Das eigentliche Problem
Du hast eine Website, die großartig ist, aber Google ignoriert sie praktisch komplett. Warum? Weil deine Sitemap ein einziges Chaos ist. Kurz gesagt: falsche Struktur, falsche Syntax, veraltete URLs – das ist der Killer für deine Sichtbarkeit.

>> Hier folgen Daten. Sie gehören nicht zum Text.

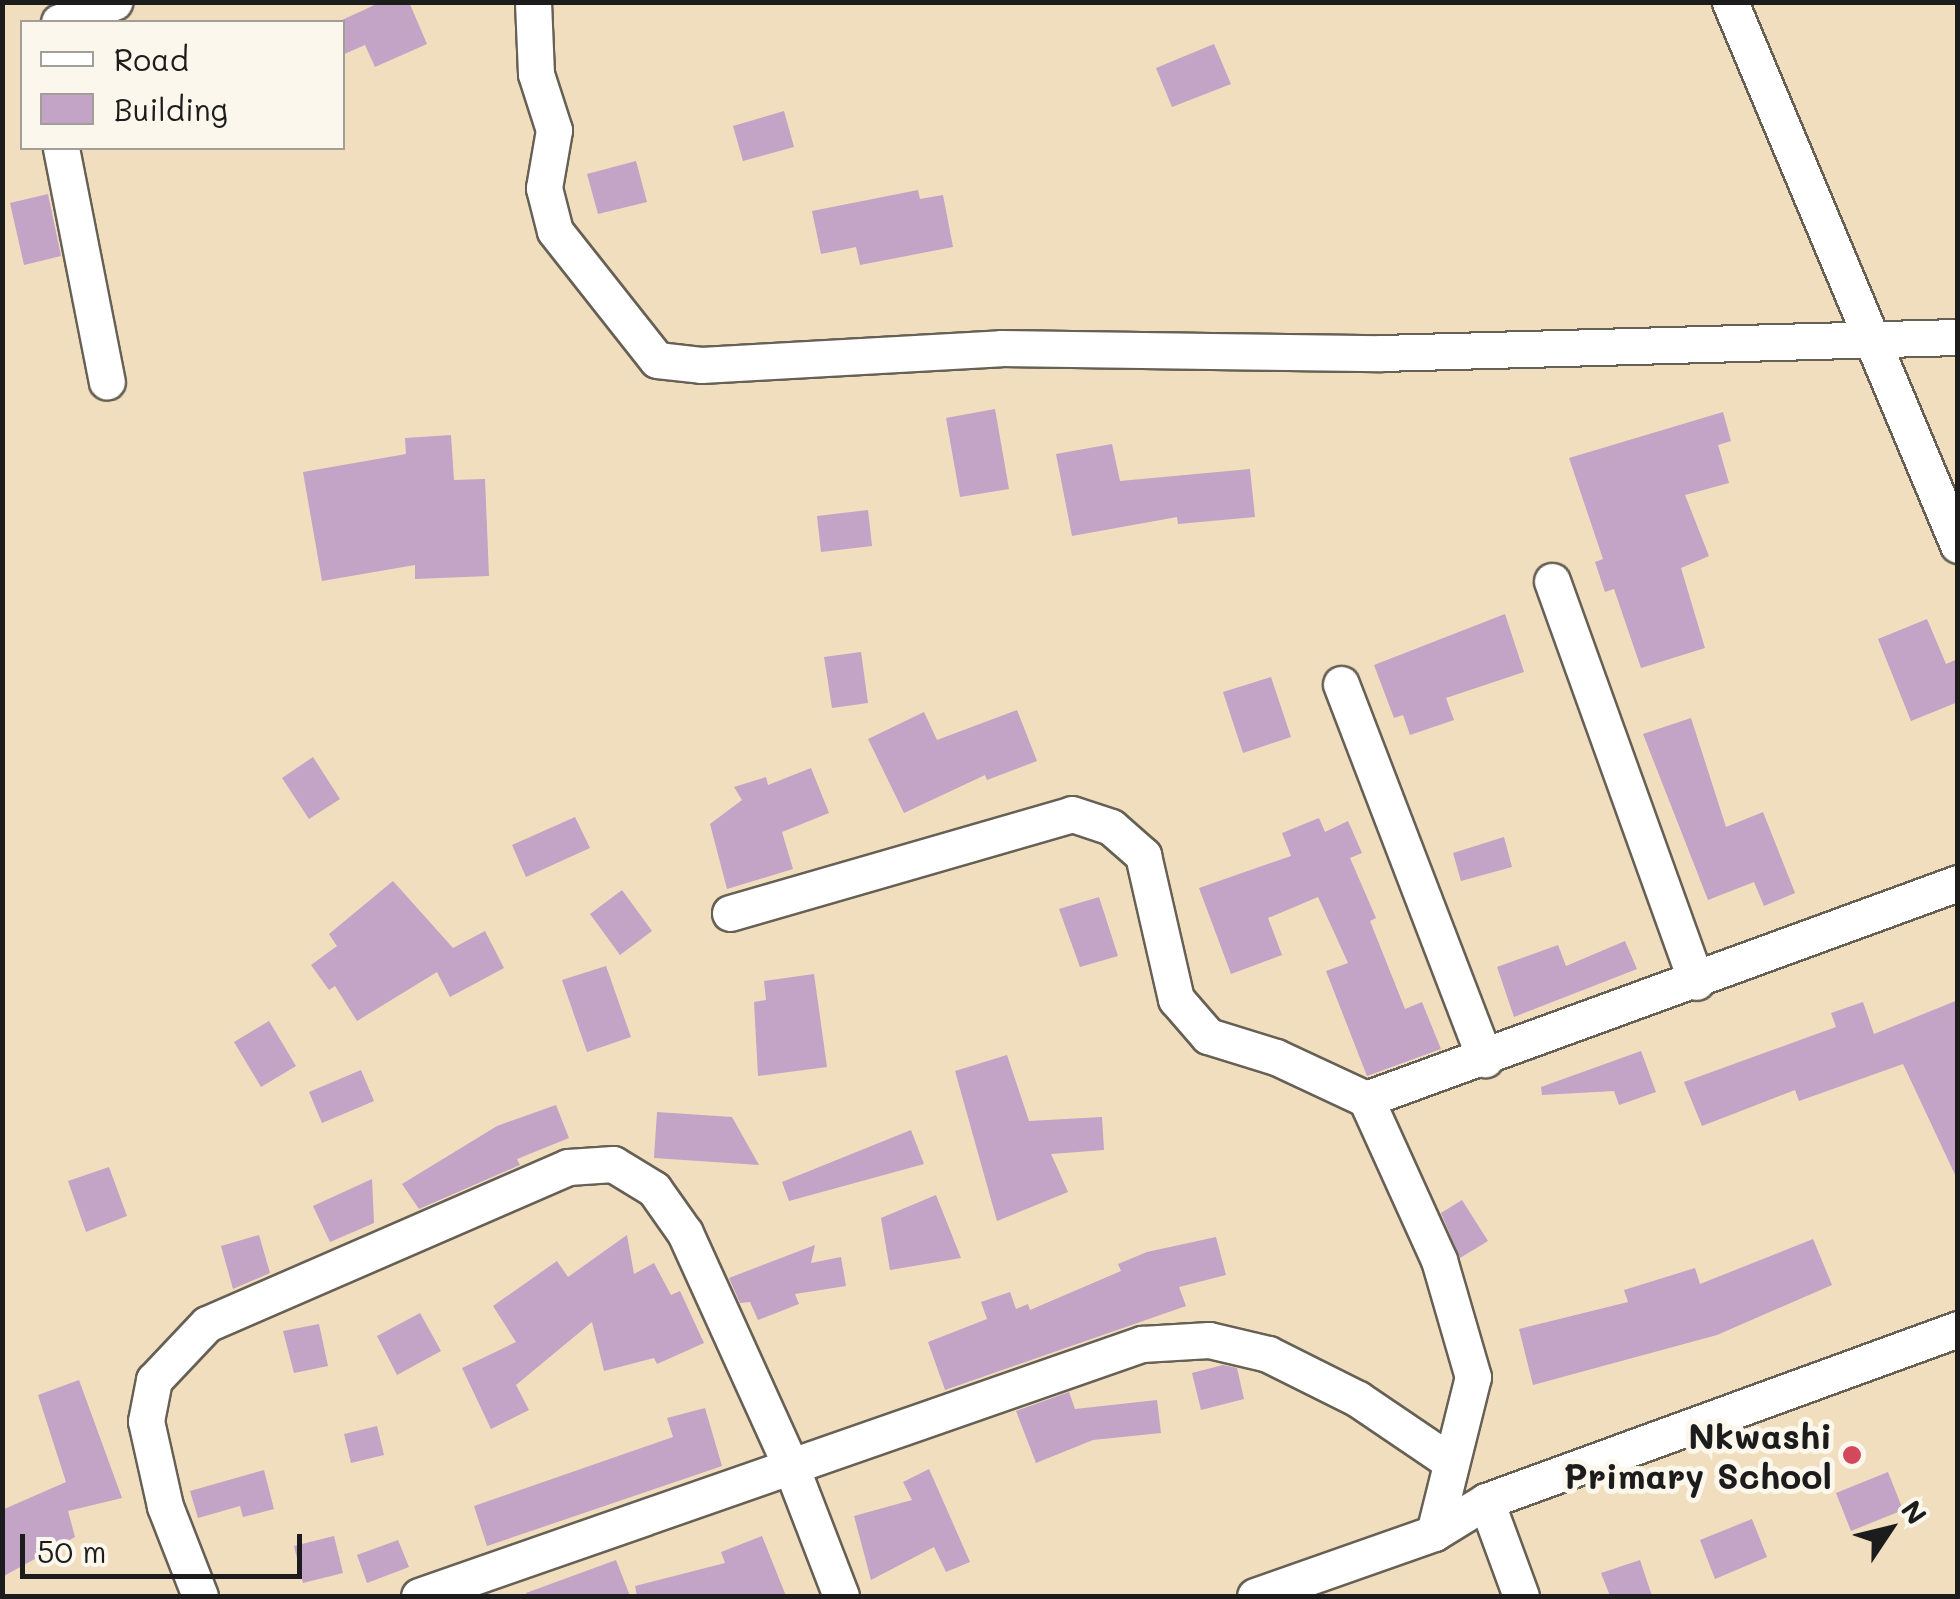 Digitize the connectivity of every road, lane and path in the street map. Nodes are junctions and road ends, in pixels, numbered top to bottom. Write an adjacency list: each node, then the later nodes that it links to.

Wie eine fehlerhafte Sitemap wirkt
Stell dir vor, du gibst einem Bibliothekar ein Buch mit leeren Seiten. Er weiß nicht, wo das Buch hingelegt werden soll. Genau das passiert, wenn deine Sitemap nicht den Suchmaschinen sagt, welche Seiten wichtig sind.
Veraltete Links
Du hast tausende 404-Fehler, aber deine Sitemap listet sie immer noch auf. Google folgt dem Pfad, stolpert, wirft einen Fehlerschlag und gibt deiner Domain einen Minuspunkt.
Zu große Dateien
Eine Sitemap darf 50 MB nicht überschreiten. Du hast 120 MB – das ist ein No-Go. Google bricht ab, bevor es die guten Seiten erreicht.
Der schnelle Fix
Erst: Scan deine gesamte Domain. Tools wie Screaming Frog oder Sitebulb zeigen dir sofort, welche URLs tot sind. Dann: Erstelle eine neue XML-Datei, nur mit 200-OK-Seiten, maximal 50 000 Einträgen pro Datei.
Automatisierung ist dein Freund
Setz ein Plugin ein, das bei jedem Publish automatisch die Sitemap aktualisiert. So vermeidest du das ewige manuelle Patchen.
Der richtige Ort
Deine Sitemap muss im Root-Verzeichnis liegen und im robots.txt verlinkt sein. Ohne diesen Hinweis stolpert Google wieder.
Ein Beispiel, das funktioniert
Schau dir diese Referenz an: https://casinoohneoasismagazin.com/sitemap/. Dort siehst du, wie eine saubere Struktur aussieht und wie sie von Suchmaschinen gelesen wird.
Was du jetzt tun musst
Öffne deinen Server, lösche die alte sitemap.xml, generiere eine neue, prüfe sie mit dem Google-Search-Console-Tool, und setz den Link in deiner robots.txt. Dann warte, bis Google die Änderungen crawlt – das ist der Moment, in dem dein Ranking wieder atmet.